(Stored data entries)
== Segment start ==
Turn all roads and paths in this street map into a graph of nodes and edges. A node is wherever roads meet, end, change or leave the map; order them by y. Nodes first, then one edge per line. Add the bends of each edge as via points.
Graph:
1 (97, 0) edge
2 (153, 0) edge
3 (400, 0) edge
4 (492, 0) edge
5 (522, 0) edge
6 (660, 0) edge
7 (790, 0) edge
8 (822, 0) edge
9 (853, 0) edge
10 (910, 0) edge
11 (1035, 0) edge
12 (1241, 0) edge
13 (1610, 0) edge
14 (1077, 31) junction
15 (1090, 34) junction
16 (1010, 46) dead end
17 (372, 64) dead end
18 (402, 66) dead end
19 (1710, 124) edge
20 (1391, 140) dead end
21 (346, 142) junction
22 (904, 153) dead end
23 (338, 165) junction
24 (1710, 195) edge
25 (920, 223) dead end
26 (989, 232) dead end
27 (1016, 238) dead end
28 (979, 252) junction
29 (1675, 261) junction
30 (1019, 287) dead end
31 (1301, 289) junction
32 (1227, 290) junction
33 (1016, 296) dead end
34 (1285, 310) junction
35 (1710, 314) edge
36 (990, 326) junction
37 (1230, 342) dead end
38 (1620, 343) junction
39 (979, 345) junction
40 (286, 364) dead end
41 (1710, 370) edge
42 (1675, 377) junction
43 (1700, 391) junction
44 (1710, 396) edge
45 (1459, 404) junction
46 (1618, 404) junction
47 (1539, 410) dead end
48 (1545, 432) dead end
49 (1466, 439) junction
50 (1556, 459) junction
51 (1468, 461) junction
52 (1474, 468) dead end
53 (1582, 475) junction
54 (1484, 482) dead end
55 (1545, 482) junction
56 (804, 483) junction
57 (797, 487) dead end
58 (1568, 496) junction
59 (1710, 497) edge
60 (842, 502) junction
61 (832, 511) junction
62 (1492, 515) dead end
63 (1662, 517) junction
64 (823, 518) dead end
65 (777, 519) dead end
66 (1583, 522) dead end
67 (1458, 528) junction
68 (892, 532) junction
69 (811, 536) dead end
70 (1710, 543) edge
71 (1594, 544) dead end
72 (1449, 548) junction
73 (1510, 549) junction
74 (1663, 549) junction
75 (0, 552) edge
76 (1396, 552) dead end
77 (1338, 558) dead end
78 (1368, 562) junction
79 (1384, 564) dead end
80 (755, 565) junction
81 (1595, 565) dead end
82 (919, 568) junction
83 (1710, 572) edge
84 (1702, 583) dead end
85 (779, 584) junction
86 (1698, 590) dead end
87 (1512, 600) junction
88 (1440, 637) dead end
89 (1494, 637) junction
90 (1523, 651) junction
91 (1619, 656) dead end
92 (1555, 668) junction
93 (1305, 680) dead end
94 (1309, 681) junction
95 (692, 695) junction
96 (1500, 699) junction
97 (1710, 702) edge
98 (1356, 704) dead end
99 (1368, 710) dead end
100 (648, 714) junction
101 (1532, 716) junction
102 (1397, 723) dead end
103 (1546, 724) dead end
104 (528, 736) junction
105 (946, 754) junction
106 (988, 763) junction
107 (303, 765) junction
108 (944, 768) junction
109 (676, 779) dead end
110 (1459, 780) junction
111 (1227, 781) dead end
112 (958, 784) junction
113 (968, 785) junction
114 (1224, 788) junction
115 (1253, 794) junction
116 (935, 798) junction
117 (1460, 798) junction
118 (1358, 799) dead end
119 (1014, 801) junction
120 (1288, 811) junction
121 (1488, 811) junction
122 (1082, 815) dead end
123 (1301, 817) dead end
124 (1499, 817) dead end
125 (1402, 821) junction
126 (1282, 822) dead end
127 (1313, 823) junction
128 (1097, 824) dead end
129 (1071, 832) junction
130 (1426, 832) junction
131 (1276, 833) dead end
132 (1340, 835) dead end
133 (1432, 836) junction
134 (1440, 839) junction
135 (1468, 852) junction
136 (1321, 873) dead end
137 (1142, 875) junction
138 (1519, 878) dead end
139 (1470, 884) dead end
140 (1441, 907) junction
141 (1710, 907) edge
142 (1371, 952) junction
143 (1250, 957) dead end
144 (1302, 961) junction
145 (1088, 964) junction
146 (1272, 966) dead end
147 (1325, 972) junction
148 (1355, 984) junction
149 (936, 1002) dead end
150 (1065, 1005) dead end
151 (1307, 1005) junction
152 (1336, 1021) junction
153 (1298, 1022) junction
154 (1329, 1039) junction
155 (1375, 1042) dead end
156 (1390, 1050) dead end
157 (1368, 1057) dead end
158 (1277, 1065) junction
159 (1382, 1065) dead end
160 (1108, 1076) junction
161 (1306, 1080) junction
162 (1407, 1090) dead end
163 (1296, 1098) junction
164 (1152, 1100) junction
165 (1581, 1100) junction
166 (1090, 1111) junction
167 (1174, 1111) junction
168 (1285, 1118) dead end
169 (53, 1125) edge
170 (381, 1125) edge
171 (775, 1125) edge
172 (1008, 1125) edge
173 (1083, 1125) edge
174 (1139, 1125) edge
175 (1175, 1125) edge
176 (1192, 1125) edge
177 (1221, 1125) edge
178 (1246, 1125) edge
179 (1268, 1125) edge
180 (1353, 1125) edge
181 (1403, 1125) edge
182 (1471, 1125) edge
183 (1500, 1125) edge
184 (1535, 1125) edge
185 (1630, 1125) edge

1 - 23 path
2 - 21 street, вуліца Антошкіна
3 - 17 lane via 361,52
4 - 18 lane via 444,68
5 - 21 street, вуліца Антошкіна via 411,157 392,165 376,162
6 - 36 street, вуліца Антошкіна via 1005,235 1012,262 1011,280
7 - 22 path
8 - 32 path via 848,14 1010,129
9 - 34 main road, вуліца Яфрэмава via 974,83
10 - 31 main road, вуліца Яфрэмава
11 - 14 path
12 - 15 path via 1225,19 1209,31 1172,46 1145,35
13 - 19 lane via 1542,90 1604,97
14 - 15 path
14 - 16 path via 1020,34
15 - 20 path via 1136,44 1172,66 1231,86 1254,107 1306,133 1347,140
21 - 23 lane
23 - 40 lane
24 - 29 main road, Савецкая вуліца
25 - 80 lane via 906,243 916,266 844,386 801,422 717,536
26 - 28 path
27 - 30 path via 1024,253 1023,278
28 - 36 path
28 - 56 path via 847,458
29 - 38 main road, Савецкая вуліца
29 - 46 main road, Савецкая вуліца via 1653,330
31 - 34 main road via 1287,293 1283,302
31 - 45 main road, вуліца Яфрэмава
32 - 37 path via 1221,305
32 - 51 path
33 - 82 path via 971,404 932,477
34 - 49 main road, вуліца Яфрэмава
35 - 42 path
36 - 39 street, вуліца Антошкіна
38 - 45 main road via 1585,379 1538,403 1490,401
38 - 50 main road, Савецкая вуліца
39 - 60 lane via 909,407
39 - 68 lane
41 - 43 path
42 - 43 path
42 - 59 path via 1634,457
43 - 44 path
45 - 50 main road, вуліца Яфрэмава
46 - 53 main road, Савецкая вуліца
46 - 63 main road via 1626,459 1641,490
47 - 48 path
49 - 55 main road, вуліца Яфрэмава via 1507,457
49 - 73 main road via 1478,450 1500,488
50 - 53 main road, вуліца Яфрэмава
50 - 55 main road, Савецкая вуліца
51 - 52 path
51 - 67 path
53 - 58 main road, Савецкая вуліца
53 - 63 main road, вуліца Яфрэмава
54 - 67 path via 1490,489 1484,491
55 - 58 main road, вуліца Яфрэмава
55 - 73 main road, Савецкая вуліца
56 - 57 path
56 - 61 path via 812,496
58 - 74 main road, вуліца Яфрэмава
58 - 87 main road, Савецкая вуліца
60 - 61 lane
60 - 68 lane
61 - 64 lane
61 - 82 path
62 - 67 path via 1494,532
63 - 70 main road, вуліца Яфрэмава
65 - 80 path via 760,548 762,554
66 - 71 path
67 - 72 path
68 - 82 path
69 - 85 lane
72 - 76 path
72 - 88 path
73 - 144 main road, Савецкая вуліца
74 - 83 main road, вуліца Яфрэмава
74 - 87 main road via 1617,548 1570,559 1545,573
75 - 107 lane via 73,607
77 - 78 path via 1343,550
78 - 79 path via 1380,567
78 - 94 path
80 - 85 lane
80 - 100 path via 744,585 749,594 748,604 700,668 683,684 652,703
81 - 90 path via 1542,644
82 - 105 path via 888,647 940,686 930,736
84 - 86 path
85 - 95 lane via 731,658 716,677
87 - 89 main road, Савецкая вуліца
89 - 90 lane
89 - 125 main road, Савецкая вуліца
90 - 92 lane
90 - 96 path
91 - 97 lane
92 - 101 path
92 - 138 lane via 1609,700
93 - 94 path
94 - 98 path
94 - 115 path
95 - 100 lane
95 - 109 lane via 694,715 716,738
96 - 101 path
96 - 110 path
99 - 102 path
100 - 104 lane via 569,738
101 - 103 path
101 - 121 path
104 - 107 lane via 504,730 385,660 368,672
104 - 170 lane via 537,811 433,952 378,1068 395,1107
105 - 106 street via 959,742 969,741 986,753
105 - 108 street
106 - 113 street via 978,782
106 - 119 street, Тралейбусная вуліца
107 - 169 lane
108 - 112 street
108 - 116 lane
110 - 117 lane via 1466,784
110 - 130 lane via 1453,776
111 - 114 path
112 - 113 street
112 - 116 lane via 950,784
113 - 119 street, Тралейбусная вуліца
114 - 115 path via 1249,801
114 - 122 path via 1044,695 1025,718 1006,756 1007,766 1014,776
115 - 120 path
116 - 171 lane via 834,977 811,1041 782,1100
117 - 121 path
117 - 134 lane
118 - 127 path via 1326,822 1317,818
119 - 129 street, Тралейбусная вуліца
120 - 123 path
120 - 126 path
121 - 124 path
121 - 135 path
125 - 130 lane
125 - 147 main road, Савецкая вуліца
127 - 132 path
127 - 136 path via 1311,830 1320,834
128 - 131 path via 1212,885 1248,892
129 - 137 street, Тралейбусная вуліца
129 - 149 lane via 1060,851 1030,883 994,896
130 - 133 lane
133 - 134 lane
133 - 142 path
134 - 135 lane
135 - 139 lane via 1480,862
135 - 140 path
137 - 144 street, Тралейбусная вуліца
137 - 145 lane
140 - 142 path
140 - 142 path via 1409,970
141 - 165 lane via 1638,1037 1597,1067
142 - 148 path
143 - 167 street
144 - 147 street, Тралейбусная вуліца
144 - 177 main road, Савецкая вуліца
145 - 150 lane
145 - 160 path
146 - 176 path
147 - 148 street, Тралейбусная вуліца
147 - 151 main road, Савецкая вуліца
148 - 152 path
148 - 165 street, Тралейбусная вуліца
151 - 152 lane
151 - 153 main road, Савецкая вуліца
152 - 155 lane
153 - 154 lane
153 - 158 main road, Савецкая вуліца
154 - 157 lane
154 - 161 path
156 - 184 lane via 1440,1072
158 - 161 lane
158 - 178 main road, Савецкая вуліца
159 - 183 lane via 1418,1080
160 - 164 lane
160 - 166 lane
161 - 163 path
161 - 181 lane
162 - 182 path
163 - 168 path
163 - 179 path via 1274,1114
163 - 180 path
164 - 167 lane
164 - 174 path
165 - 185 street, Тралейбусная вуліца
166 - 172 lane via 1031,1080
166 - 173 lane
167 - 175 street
== Segment end ==
_ACTIVITY:_
Filter the data for the string "Антошкіна". Copy each matching line.

_TASK RESPONSE:_
2 - 21 street, вуліца Антошкіна
5 - 21 street, вуліца Антошкіна via 411,157 392,165 376,162
6 - 36 street, вуліца Антошкіна via 1005,235 1012,262 1011,280
36 - 39 street, вуліца Антошкіна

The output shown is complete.